Dave Brebner, the USC's VP-finance, said the printing service offered by the USC is simply cheaper for students. "The [copyright] for the information is always going to be the same for both bodies," he said. "We are cheaper per page."
Brebner said not only are the per page costs cheaper, but Inprint packages are bound rather than glued and have full colour covers. "On average, the packages are $5 to $10 cheaper, which doesn't seem like a lot, but can add up fast when students have five courses to buy for."
At the BookStore, manager Bruce Maslen said his operation differs significantly from Inprint's. "We are an ancillary service which classifies us as a 'for-profit' centre," he said.
Maslen said the BookStore has to recoup all of its costs like phone bills and worker salaries. He said because of this the BookStore cannot afford to get into a price war with Inprint.
"It's just logical most students will go to the BookStore to buy all of their academic books so that they don't have to run all over the place," he said. "We're just trying to provide the best service we possibly can."
Brebner said the cost of printing course packages has risen. He added if this causes administration to lower their prices, then students will benefit.

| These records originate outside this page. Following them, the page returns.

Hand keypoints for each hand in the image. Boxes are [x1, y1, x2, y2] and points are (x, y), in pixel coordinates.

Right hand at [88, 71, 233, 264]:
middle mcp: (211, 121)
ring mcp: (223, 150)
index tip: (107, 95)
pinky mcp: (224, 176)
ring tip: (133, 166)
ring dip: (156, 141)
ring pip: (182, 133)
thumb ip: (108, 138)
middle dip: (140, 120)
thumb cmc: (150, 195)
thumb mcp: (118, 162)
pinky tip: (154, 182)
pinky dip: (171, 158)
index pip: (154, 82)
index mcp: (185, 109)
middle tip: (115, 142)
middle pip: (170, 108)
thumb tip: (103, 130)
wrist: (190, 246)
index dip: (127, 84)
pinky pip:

"Just as [the university] starts to sell used books, we begin to sell course packages. The USC does not care if they print course packages, we care about whether students are receiving the best deal possible," he said.
Mark Wellington, manager of Inprint, said pricing is lower because costs are lower. "We are able to utilize part-time student workers at Inprint whereas the BookStore has a large full time staff," he said.
Wellington said it was hard to say exactly what the BookStore charges per copy page, but said it was around 5.5 cents per page, compared to Inprint's 4.5 cent cost.
"And as we grow from outside sales, those profits will go directly toward offsetting prices for the students," he said.
As for professors, social science dean Peter Neary, said there is no general policy in place requiring professors to have their course material printed with any particular service.